I have this simple snippet of code see here:
template <class V> inline constexpr bool IsVoidTuple_t = std::is_same_v<V, std::tuple<void>>;
template<typename Type>
class C {
public:
using ResultOptionalType = std::conditional_t<IsVoidTuple_t<Type>, std::monostate, std::optional<Type>>;
};
int main() {
using ResultOptionalType = std::conditional_t<IsVoidTuple_t<std::tuple<void>>, std::monostate, std::optional<std::tuple<void>>>; // OK
using T = std::optional<std::tuple<void>>; // OK
C<std::tuple<void>> c1; // OK
auto c2 = std::make_unique<C<std::tuple<void>>>(); // OK
auto c3 = std::make_shared<C<std::tuple<void>>>(); // Error: forming reference to void
}
I'm not creating any explicit instance of std::tuple<void>
, also because the code itself comes from the need to prevent such case at compile time in my codebase. However, I am getting error forming reference to void
when creating the shared resource with make_shared<T>
and I cannot understand why this happens.
The thing that makes me really confused is that in all the other cases that I listed inside the main()
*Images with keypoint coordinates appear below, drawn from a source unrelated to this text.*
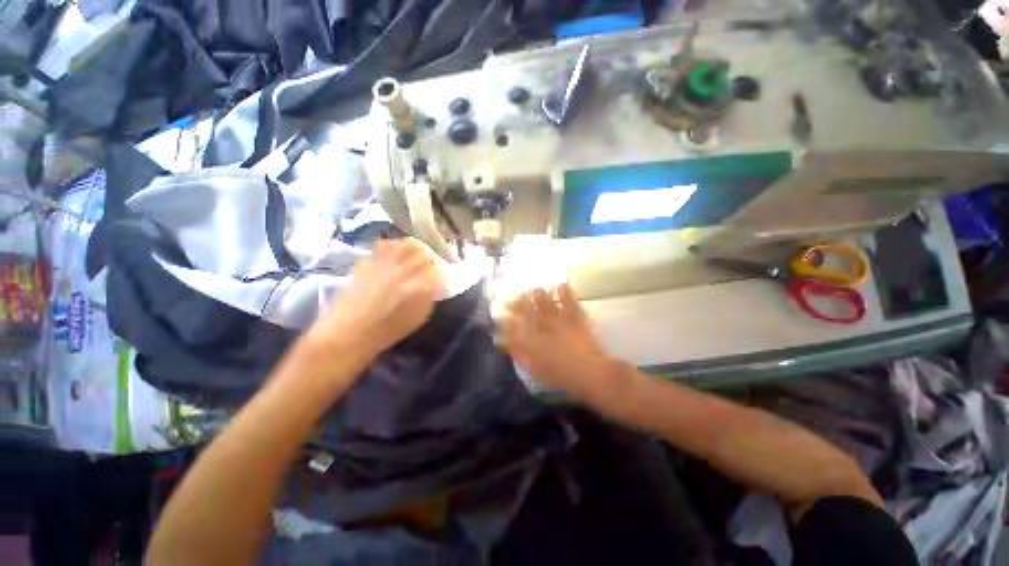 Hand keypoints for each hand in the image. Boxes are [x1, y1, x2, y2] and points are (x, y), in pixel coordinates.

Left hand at [306, 238, 444, 359]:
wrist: (349, 332)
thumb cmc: (387, 330)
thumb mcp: (419, 317)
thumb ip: (430, 296)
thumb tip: (435, 282)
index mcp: (420, 289)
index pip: (438, 269)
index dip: (440, 270)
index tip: (438, 275)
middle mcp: (405, 272)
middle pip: (424, 253)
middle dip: (429, 258)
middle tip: (428, 265)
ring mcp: (385, 264)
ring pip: (407, 244)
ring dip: (414, 248)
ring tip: (413, 255)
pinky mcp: (369, 260)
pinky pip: (386, 245)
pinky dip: (394, 246)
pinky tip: (394, 255)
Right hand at [498, 284, 615, 398]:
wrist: (588, 373)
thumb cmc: (559, 375)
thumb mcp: (534, 368)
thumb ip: (518, 353)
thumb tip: (503, 342)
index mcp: (532, 340)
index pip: (515, 325)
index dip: (508, 318)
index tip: (503, 313)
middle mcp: (543, 326)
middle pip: (528, 311)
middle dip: (520, 303)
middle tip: (516, 296)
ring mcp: (560, 321)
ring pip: (546, 304)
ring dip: (539, 295)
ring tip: (535, 289)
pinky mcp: (576, 319)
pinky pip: (570, 302)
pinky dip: (565, 293)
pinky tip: (561, 284) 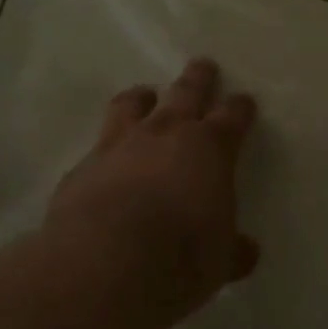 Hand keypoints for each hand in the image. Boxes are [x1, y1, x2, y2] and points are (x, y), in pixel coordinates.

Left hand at [36, 59, 260, 328]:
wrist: (108, 262)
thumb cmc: (183, 256)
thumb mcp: (220, 260)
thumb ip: (231, 250)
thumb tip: (244, 251)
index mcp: (211, 149)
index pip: (232, 117)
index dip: (240, 108)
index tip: (244, 102)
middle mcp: (166, 135)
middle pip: (185, 92)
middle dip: (198, 78)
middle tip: (203, 66)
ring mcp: (119, 146)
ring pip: (132, 105)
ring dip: (142, 98)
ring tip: (145, 95)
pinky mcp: (82, 168)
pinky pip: (97, 147)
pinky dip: (106, 149)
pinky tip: (105, 163) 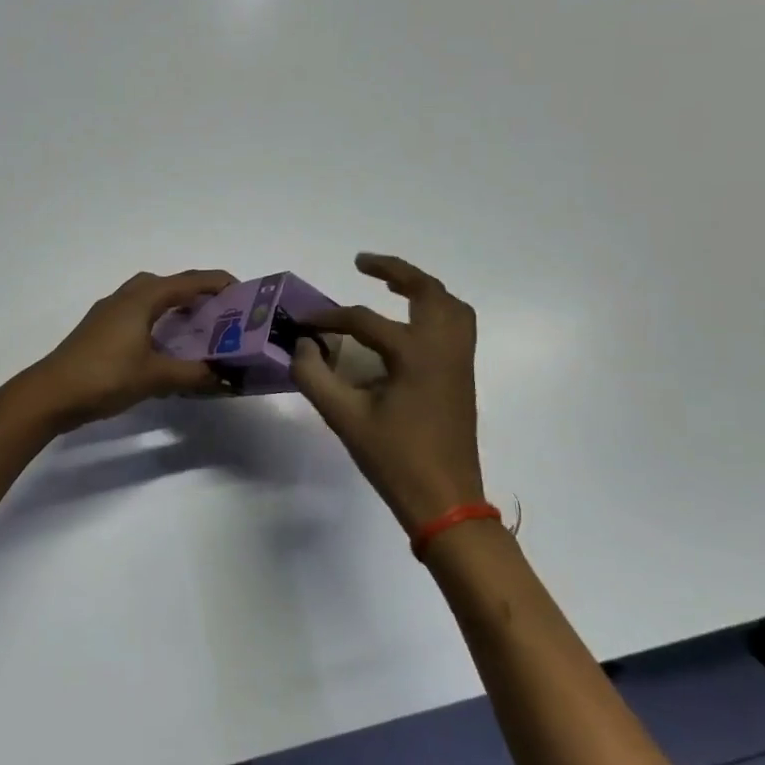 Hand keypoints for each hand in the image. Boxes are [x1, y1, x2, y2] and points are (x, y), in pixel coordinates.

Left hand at [24, 269, 236, 428]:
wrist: (51, 393)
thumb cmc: (105, 377)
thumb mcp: (155, 377)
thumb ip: (193, 374)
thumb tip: (225, 377)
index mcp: (141, 299)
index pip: (188, 281)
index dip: (218, 283)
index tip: (245, 293)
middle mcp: (125, 297)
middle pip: (168, 284)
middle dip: (196, 294)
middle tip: (221, 315)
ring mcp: (108, 313)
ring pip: (149, 299)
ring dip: (174, 308)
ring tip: (198, 331)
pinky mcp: (99, 330)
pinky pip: (137, 315)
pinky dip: (157, 323)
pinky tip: (165, 349)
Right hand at [291, 254, 483, 529]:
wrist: (445, 501)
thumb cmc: (394, 459)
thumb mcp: (345, 418)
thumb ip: (315, 376)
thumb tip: (302, 346)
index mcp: (415, 355)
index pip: (364, 321)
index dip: (329, 317)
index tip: (302, 322)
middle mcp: (443, 349)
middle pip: (428, 292)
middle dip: (396, 271)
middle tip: (362, 263)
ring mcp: (459, 362)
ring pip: (451, 307)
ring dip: (422, 288)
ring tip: (392, 285)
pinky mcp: (462, 377)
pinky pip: (456, 326)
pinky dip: (435, 310)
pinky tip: (409, 324) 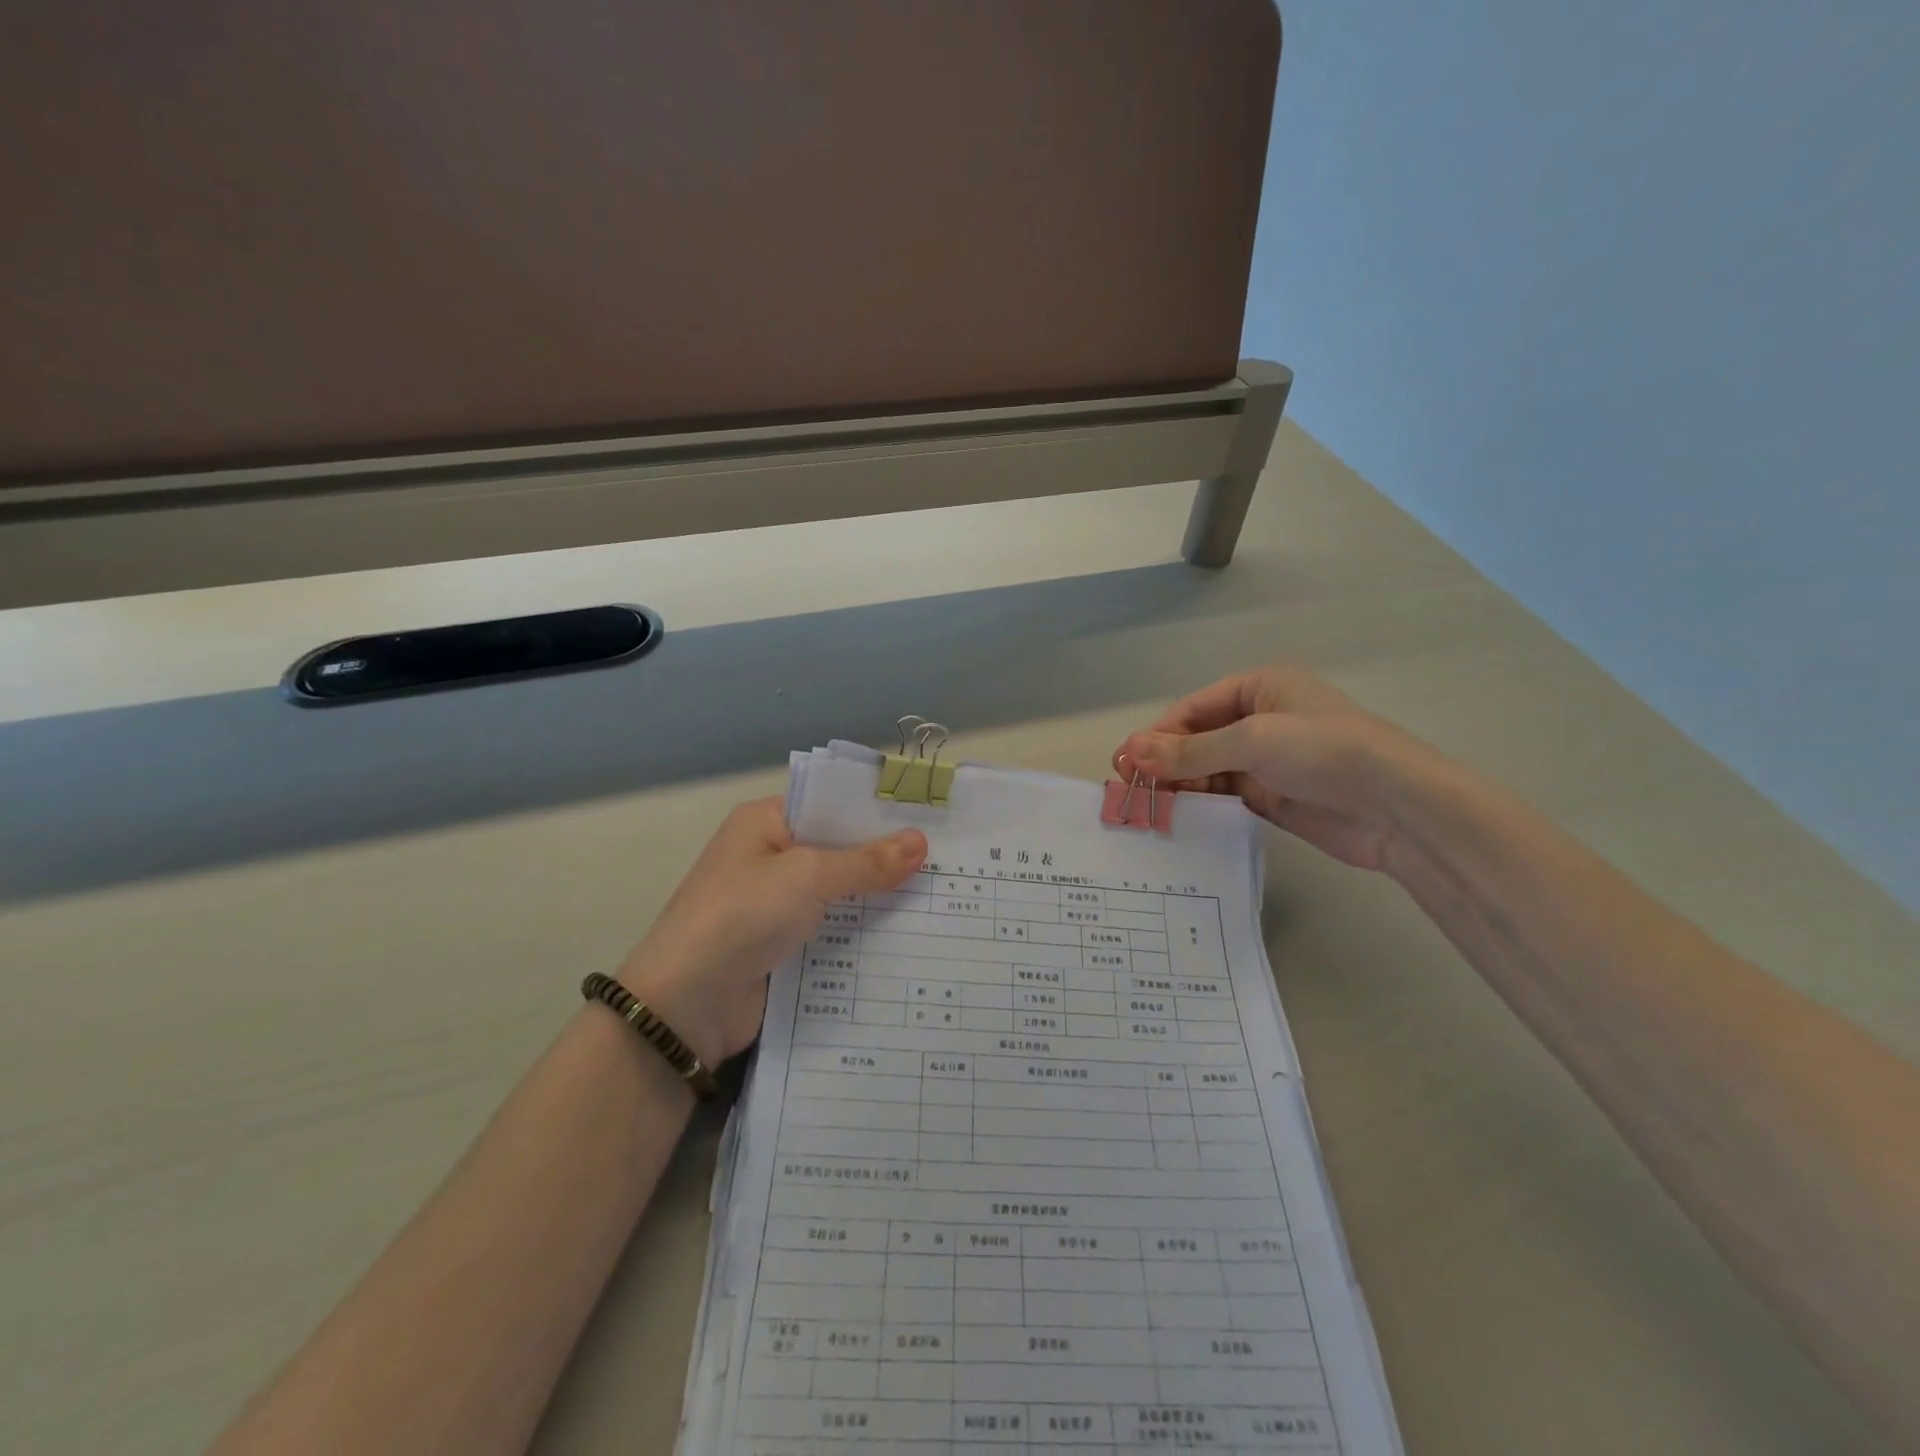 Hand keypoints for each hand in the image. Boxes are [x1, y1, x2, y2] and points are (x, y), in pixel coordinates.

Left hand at [615, 798, 926, 1064]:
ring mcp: (775, 903)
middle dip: (886, 855)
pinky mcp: (783, 944)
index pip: (830, 803)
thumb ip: (866, 861)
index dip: (877, 809)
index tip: (930, 816)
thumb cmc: (742, 916)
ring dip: (878, 896)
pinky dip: (862, 930)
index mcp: (765, 822)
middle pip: (838, 848)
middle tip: (948, 856)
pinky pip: (832, 928)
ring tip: (941, 893)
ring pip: (839, 891)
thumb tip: (921, 842)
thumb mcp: (807, 877)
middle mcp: (770, 856)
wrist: (685, 1006)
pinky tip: (909, 932)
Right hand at [1113, 665, 1439, 870]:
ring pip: (1206, 769)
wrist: (1396, 808)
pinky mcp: (1271, 796)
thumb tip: (1128, 752)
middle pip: (1196, 739)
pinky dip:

function I am able to compile without problems. The only difference that I might think it could cause the issue is the reference counting mechanism implemented by shared_ptr
.
TL;DR I would expect the above code to compile for all the cases listed in the main function body. Still, it seems that with shared pointers there is an hidden instantiation of a std::tuple<void>
.
I dived into the gcc's source code, and found it fell into a pattern like
foo(p); // p is of type C<std::tuple<void>>*
Here, the compiler will instantiate std::tuple<void>
due to ADL.
I'm unsure if this is a point that can be improved in the implementation of compilers. You can avoid it by using std::tuple<std::type_identity<void>>
rather than std::tuple<void>>
.